# [Work instruction]
All lines in the material with the string "Subroto" should be listed.

# [Records supplied]

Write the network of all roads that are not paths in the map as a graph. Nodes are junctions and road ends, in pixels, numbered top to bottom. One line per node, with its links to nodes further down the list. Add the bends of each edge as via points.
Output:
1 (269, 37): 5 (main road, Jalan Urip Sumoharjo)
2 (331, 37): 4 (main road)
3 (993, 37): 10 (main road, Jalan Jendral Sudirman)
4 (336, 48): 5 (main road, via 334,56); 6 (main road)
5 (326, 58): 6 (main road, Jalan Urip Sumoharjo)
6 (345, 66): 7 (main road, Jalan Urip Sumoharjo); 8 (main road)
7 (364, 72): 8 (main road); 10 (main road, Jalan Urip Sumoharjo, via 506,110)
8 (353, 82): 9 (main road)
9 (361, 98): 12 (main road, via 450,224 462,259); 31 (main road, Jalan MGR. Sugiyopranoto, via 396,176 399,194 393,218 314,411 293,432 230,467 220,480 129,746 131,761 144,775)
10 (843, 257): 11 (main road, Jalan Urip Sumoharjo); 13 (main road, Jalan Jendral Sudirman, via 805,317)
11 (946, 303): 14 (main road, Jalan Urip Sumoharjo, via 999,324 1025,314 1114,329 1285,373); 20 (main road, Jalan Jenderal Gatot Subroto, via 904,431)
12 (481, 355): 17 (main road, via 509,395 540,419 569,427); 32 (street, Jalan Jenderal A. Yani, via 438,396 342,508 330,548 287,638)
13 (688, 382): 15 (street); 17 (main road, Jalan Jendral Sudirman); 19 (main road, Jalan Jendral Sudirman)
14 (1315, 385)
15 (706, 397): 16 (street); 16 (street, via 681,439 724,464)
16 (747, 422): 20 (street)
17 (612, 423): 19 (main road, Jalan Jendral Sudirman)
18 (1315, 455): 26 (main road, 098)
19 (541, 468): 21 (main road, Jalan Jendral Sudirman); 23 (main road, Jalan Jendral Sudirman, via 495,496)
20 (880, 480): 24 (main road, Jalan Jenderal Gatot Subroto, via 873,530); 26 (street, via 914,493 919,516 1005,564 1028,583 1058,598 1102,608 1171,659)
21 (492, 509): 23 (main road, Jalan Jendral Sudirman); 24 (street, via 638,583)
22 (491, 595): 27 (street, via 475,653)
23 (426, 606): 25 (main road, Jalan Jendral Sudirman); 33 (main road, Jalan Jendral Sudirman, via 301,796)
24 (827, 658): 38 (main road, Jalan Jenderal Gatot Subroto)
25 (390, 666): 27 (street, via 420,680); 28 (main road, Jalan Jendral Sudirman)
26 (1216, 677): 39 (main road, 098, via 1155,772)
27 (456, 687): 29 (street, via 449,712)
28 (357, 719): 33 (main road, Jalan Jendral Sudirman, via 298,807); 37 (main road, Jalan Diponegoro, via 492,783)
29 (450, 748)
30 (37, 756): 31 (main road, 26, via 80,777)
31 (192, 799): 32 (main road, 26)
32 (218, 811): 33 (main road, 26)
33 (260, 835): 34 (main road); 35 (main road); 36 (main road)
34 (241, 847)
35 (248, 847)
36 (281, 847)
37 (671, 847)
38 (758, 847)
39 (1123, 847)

# [Response]
11 (946, 303): 14 (main road, Jalan Urip Sumoharjo, via 999,324 1025,314 1114,329 1285,373); 20 (main road, Jalan Jenderal Gatot Subroto, via 904,431)
20 (880, 480): 24 (main road, Jalan Jenderal Gatot Subroto, via 873,530); 26 (street, via 914,493 919,516 1005,564 1028,583 1058,598 1102,608 1171,659)
24 (827, 658): 38 (main road, Jalan Jenderal Gatot Subroto)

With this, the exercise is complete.